一方、レオナルドが描いた、ミラノ公ルドヴィコ・スフォルツァの愛人である、ルクレツイア・クリヴェッリ『貴婦人の肖像』はまぎれもなく「その女」という個に見える。

レオナルドは『絵画論」の中で「人間の似顔をそのまま描くことは、「個」のために「普遍」を捨てること」だと言っている。
だとすれば、彼が描いた聖母や聖アンナが「女」という普遍的で理想的な原型を描いているように見えるのは当然なのかもしれない。

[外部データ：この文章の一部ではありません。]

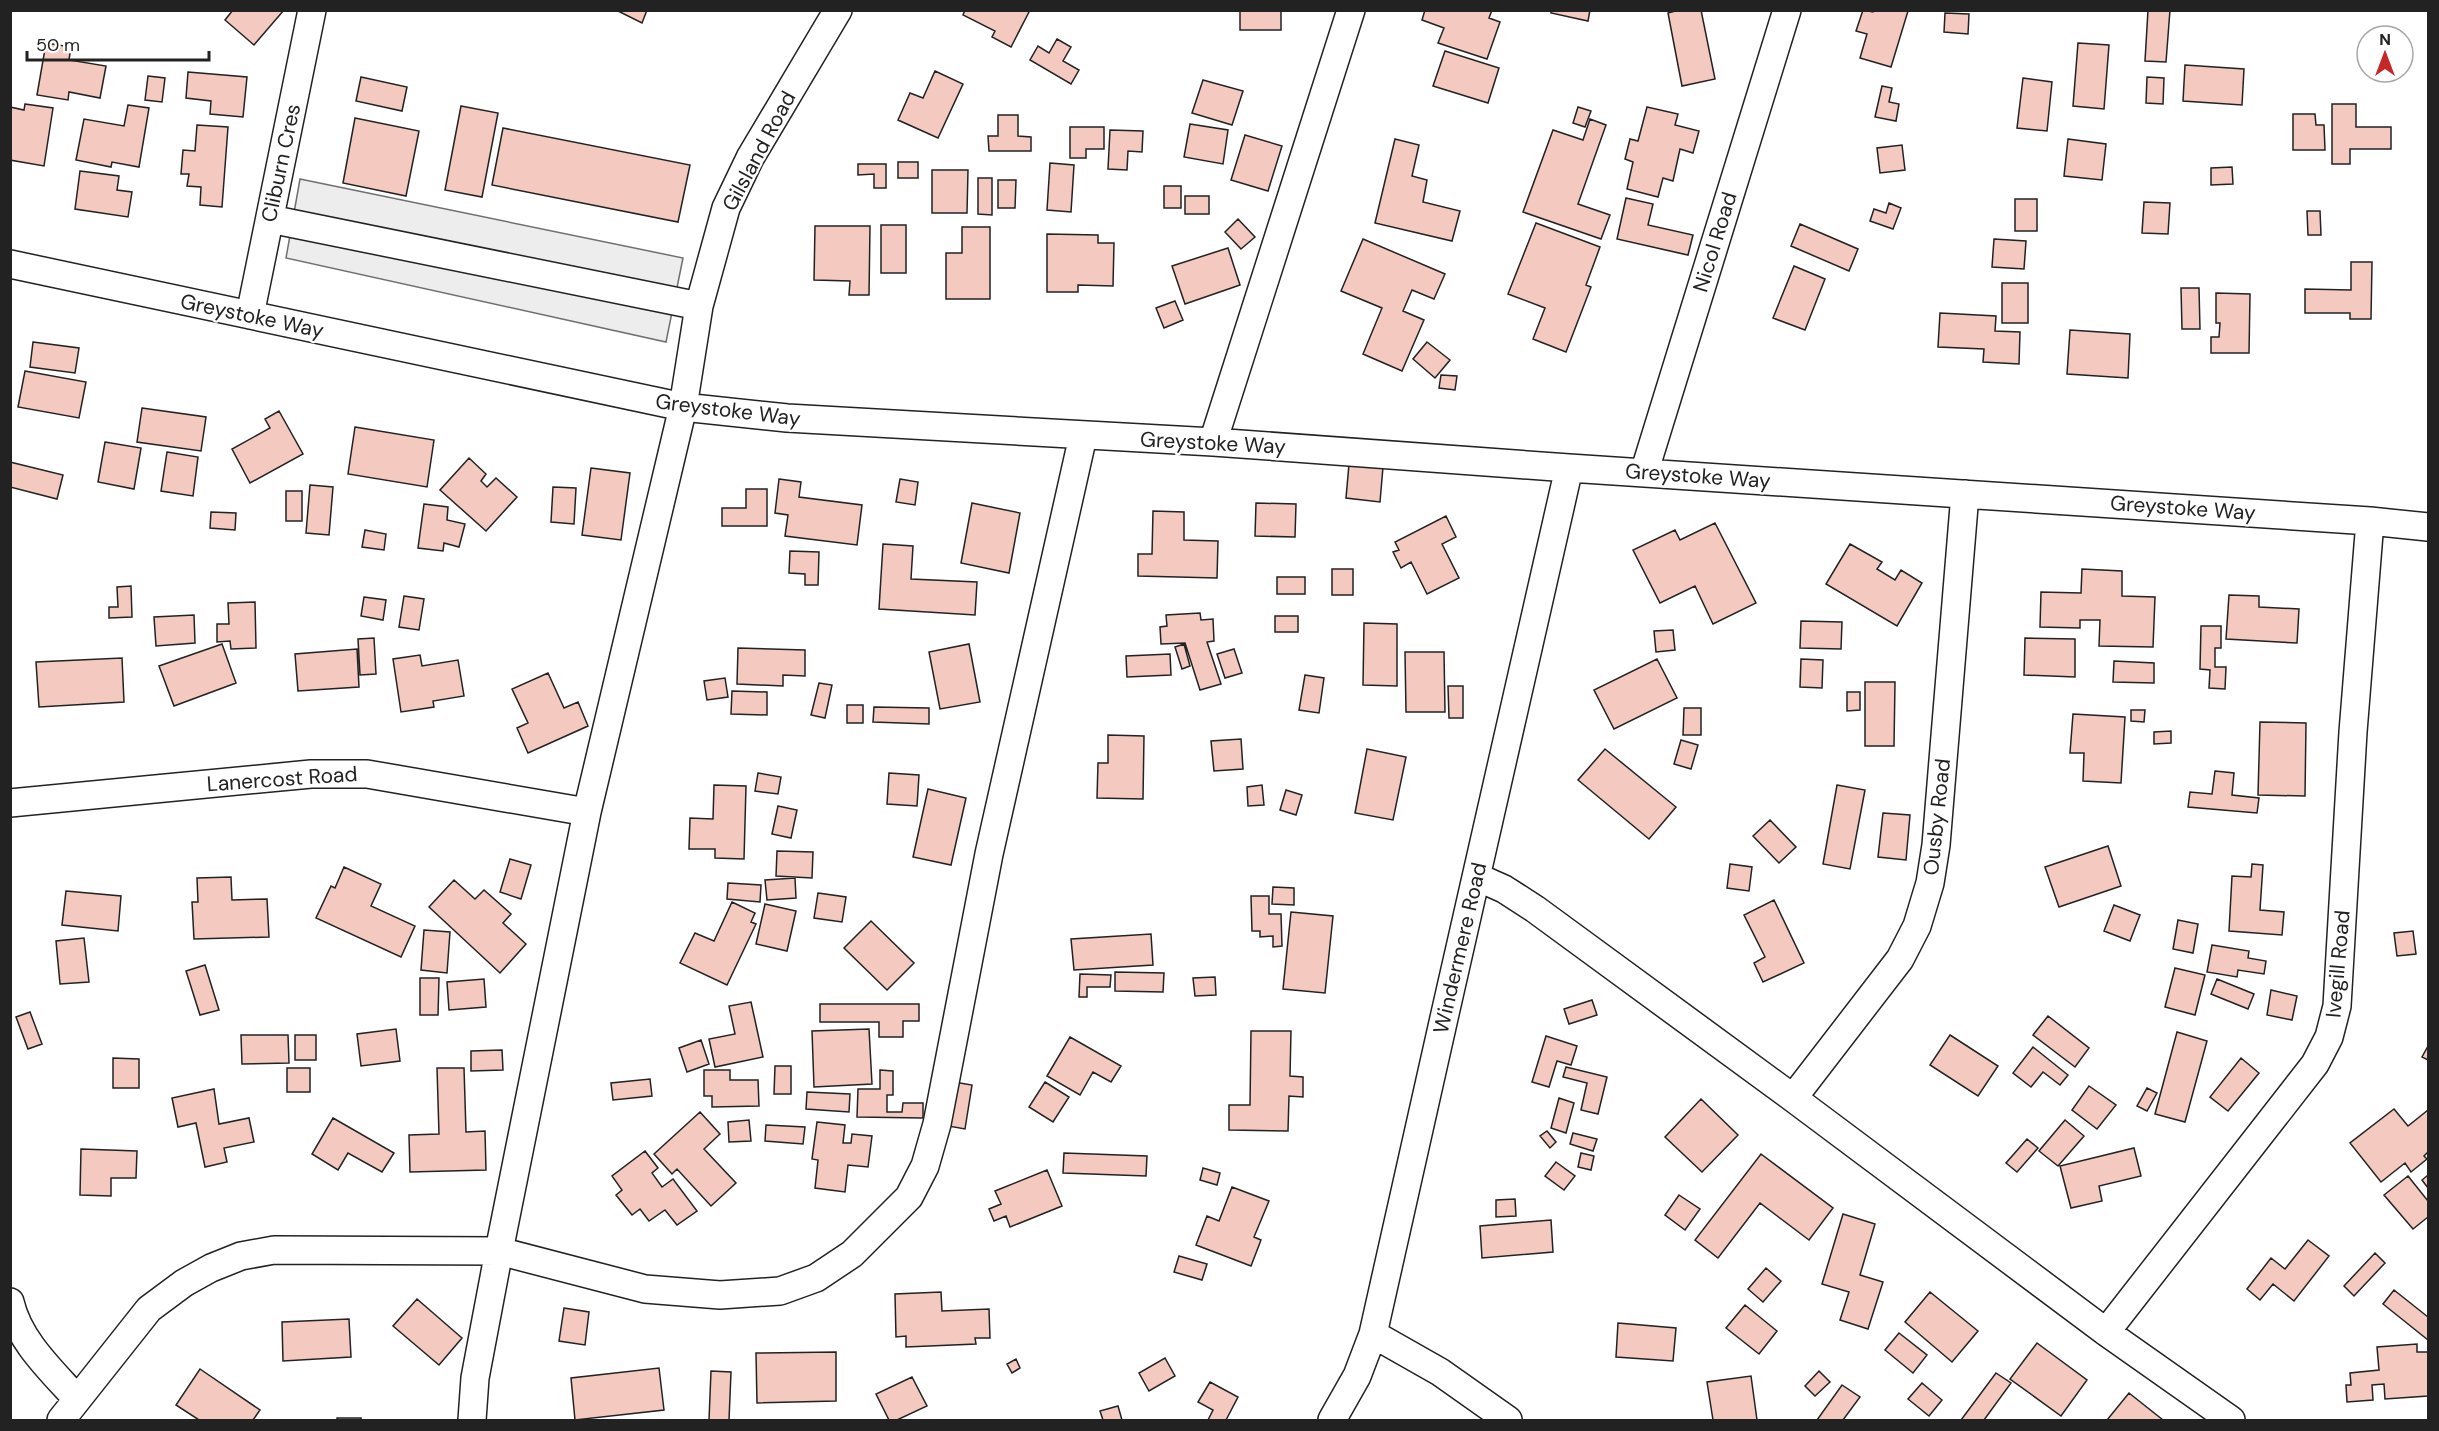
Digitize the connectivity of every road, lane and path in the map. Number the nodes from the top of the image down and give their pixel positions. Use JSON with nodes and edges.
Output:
{"nodes":[{"id":1,"x":312,"y":10,"type":"edge"},
{"id":2,"x":838,"y":10,"type":"edge"},
{"id":3,"x":1351,"y":10,"type":"edge"},
{"id":4,"x":1787,"y":10,"type":"edge"},
{"id":5,"x":270,"y":219,"type":"junction"},
{"id":6,"x":10,"y":264,"type":"edge"},
{"id":7,"x":699,"y":306,"type":"junction"},
{"id":8,"x":250,"y":315,"type":"junction"},
{"id":9,"x":683,"y":407,"type":"junction"},
{"id":10,"x":1083,"y":436,"type":"junction"},
{"id":11,"x":1213,"y":442,"type":"junction"},
{"id":12,"x":1569,"y":468,"type":"junction"},
{"id":13,"x":1644,"y":473,"type":"junction"},
{"id":14,"x":1965,"y":494,"type":"junction"},
{"id":15,"x":2370,"y":521,"type":"junction"},
{"id":16,"x":2428,"y":526,"type":"edge"},
{"id":17,"x":10,"y":803,"type":"edge"},
{"id":18,"x":587,"y":812,"type":"junction"},
{"id":19,"x":1477,"y":877,"type":"junction"},
{"id":20,"x":1793,"y":1098,"type":"junction"},
{"id":21,"x":499,"y":1251,"type":"junction"},
{"id":22,"x":10,"y":1302,"type":"edge"},
{"id":23,"x":2106,"y":1332,"type":"junction"},
{"id":24,"x":1373,"y":1334,"type":"junction"},
{"id":25,"x":77,"y":1399,"type":"junction"},
{"id":26,"x":61,"y":1420,"type":"edge"},
{"id":27,"x":472,"y":1420,"type":"edge"},
{"id":28,"x":1332,"y":1420,"type":"edge"},
{"id":29,"x":1508,"y":1420,"type":"edge"},
{"id":30,"x":2231,"y":1420,"type":"edge"}],
"edges":[{"from":1,"to":5,"type":"street","name":"Cliburn Cres"},
{"from":2,"to":7,"type":"street","name":"Gilsland Road"},
{"from":3,"to":11,"type":"street"},
{"from":4,"to":13,"type":"street","name":"Nicol Road"},
{"from":5,"to":7,"type":"street"},
{"from":5,"to":8,"type":"street","name":"Cliburn Cres"},
{"from":6,"to":8,"type":"street","name":"Greystoke Way"},
{"from":7,"to":9,"type":"street","name":"Gilsland Road"},
{"from":8,"to":9,"type":"street","name":"Greystoke Way"},
{"from":9,"to":10,"type":"street","name":"Greystoke Way"},
{"from":9,"to":18,"type":"street","name":"Gilsland Road"},
{"from":10,"to":11,"type":"street","name":"Greystoke Way"},
{"from":10,"to":21,"type":"street"},
{"from":11,"to":12,"type":"street","name":"Greystoke Way"},
{"from":12,"to":13,"type":"street","name":"Greystoke Way"},
{"from":12,"to":19,"type":"street","name":"Windermere Road"},
{"from":13,"to":14,"type":"street","name":"Greystoke Way"},
{"from":14,"to":15,"type":"street","name":"Greystoke Way"},
{"from":14,"to":20,"type":"street","name":"Ousby Road"},
{"from":15,"to":16,"type":"street","name":"Greystoke Way"},
{"from":15,"to":23,"type":"street","name":"Ivegill Road"},
{"from":17,"to":18,"type":"street","name":"Lanercost Road"},
{"from":18,"to":21,"type":"street","name":"Gilsland Road"},
{"from":19,"to":20,"type":"street"},
{"from":19,"to":24,"type":"street","name":"Windermere Road"},
{"from":20,"to":23,"type":"street"},
{"from":21,"to":25,"type":"street"},
{"from":21,"to":27,"type":"street","name":"Gilsland Road"},
{"from":22,"to":25,"type":"street"},
{"from":23,"to":30,"type":"street"},
{"from":24,"to":28,"type":"street","name":"Windermere Road"},
{"from":24,"to":29,"type":"street"},
{"from":25,"to":26,"type":"street"}]}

レオナルドが生きた頃は、フィレンツェでメディチ家を中心にプラトン研究が盛んになり、美に対するプラトン的な愛(プラトニック・ラブ)によって人間は神の領域に近づくことができると考えた。
新プラトン主義の思想はルネサンスの文芸・美術にも大きな影響を与えたのである。例えばレオナルドより8歳年上のボッティチェルリは強烈に影響を受けている。


ルネサンスのある時期まで、特定個人の似顔絵にすぎなかった肖像画を、人間という普遍的な存在を描く新しい絵画へ発展させたのがレオナルドだったのだ。


そういうことを激混みの中で考えた展覧会だった。